**Given data**:

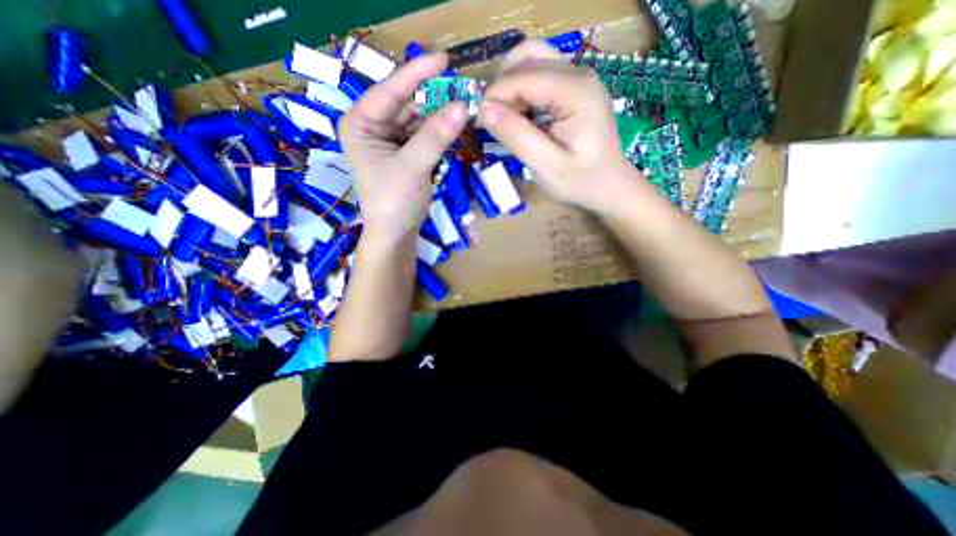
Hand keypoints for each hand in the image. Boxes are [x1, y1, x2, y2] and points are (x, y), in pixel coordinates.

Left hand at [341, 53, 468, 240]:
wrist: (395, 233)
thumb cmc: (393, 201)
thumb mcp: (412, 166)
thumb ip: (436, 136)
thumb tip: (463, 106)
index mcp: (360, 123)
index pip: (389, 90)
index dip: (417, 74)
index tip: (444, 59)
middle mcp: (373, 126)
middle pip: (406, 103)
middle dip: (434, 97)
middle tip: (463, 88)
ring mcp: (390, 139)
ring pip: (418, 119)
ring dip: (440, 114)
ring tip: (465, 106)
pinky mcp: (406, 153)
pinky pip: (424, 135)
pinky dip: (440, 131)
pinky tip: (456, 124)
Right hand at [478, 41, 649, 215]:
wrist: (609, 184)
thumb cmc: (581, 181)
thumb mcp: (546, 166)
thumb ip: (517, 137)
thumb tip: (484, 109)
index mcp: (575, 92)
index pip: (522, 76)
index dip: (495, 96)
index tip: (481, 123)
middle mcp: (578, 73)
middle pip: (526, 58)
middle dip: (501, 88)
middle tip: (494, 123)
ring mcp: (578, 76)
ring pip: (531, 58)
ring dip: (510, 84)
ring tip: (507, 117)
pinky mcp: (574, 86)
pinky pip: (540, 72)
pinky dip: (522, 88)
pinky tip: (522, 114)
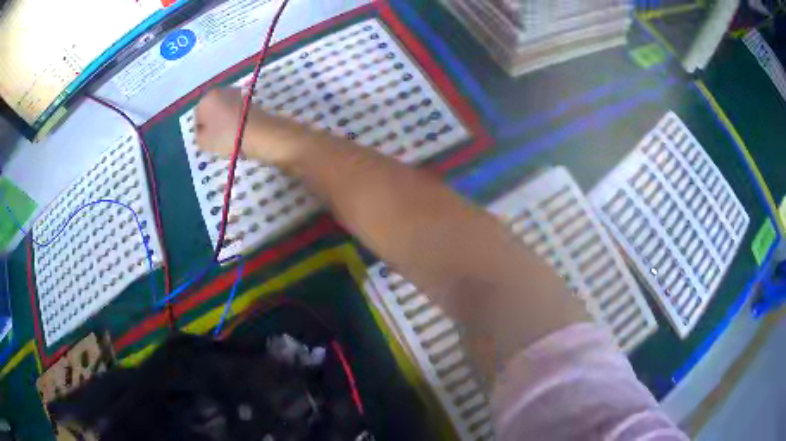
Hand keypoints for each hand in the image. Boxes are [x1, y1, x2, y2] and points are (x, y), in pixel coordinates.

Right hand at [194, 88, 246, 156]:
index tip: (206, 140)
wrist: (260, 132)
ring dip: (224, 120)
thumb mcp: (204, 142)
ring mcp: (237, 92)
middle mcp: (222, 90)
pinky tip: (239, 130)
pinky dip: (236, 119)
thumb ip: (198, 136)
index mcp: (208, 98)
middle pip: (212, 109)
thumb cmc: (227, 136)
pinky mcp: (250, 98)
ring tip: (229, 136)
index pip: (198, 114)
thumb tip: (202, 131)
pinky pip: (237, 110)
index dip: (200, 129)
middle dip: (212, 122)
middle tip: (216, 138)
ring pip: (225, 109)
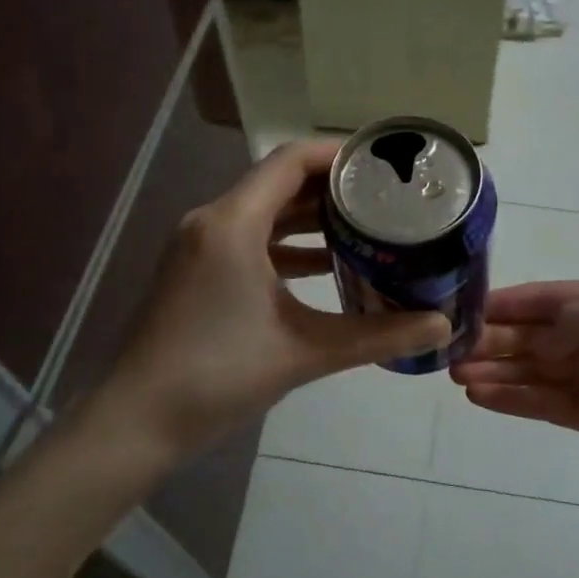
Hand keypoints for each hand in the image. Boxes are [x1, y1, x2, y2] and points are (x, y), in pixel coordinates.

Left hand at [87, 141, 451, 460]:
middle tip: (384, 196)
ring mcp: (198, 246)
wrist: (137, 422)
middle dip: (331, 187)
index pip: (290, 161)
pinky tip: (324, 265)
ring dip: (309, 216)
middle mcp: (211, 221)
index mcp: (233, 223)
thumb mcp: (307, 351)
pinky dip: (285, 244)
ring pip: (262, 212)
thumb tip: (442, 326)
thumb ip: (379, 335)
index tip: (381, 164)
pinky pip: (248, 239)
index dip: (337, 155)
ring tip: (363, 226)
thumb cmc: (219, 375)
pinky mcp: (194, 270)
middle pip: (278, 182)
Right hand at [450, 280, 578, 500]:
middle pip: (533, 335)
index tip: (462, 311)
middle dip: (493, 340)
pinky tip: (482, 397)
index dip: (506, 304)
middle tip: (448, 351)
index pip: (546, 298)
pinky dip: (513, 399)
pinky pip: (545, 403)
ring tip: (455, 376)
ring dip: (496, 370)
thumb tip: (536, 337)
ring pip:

**Task statement**:
Exact copy, no pictures: reproduce every record above.

**Response to the exercise**:
Hand keypoints for each hand in the image. Boxes are [x1, y1, x2, y2] and points are (x, y), in pixel coordinates.

Left hand at [341, 53, 468, 240]:
wrist: (395, 233)
thumb cmc: (393, 201)
thumb mcp: (412, 166)
thumb ip: (436, 136)
thumb tip: (463, 106)
index mcp: (360, 123)
index pip: (389, 90)
index dip: (417, 74)
index tip: (444, 59)
middle mcp: (373, 126)
middle pip: (406, 103)
middle dip: (434, 97)
middle tip: (463, 88)
ring mcp: (390, 139)
ring pip: (418, 119)
ring dip: (440, 114)
ring tip: (465, 106)
pinky mcp: (406, 153)
pinky pip: (424, 135)
pinky dip: (440, 131)
pinky tip: (456, 124)
Right hand at [478, 41, 649, 215]:
wrist: (609, 184)
thumb cmc: (581, 181)
thumb mcp: (546, 166)
thumb ip: (517, 137)
thumb tip: (484, 109)
index mcp: (575, 92)
index pip: (522, 76)
index dip: (495, 96)
index tip: (481, 123)
middle mcp: (578, 73)
middle pip: (526, 58)
middle dip: (501, 88)
middle tip: (494, 123)
ring mcp: (578, 76)
ring pip: (531, 58)
ring dip: (510, 84)
ring tip: (507, 117)
pinky mcp: (574, 86)
pinky pip: (540, 72)
pinky dip: (522, 88)
pinky tip: (522, 114)
Hand keypoints for each hand in the image. Boxes are [x1, y1, x2, y2] and points are (x, y), in pixel coordinates.

Right hand at [194, 88, 246, 156]:
index tip: (206, 140)
wrist: (260, 132)
ring dip: (224, 120)
thumb mcp: (204, 142)
ring mcp: (237, 92)
middle mcp: (222, 90)
pinky tip: (239, 130)
pinky dip: (236, 119)
thumb ip: (198, 136)
index mcp: (208, 98)
middle pip: (212, 109)
thumb cmc: (227, 136)
pinky mcp: (250, 98)
ring tip: (229, 136)
index pip: (198, 114)
thumb tip: (202, 131)
pinky pip: (237, 110)
index dip: (200, 129)
middle dip: (212, 122)
middle tip: (216, 138)
ring pip: (225, 109)
Hand keypoints for each hand in the image. Boxes are [x1, y1, x2, y2] and points are (x, y), in pixel coordinates.

Left hand at [87, 141, 451, 460]:
middle tip: (384, 196)
ring mcp: (198, 246)
wrist: (137, 422)
middle dip: (331, 187)
index pip: (290, 161)
pinky tip: (324, 265)
ring dip: (309, 216)
middle mcp: (211, 221)
index mcp: (233, 223)
thumb mcp: (307, 351)
pinky dip: (285, 244)
ring pip: (262, 212)
thumb tip: (442, 326)
thumb ip: (379, 335)
index tip: (381, 164)
pinky pip: (248, 239)
index dip: (337, 155)
ring tip: (363, 226)
thumb cmc: (219, 375)
pinky mcp: (194, 270)
middle pip: (278, 182)
Right hand at [450, 280, 578, 500]:
middle pip: (533, 335)
index tip: (462, 311)
middle dip: (493, 340)
pinky tip: (482, 397)
index dip: (506, 304)
middle tip: (448, 351)
index pip: (546, 298)
pinky dip: (513, 399)
pinky pip: (545, 403)
ring tip: (455, 376)
ring dip: (496, 370)
thumb tip: (536, 337)
ring pip:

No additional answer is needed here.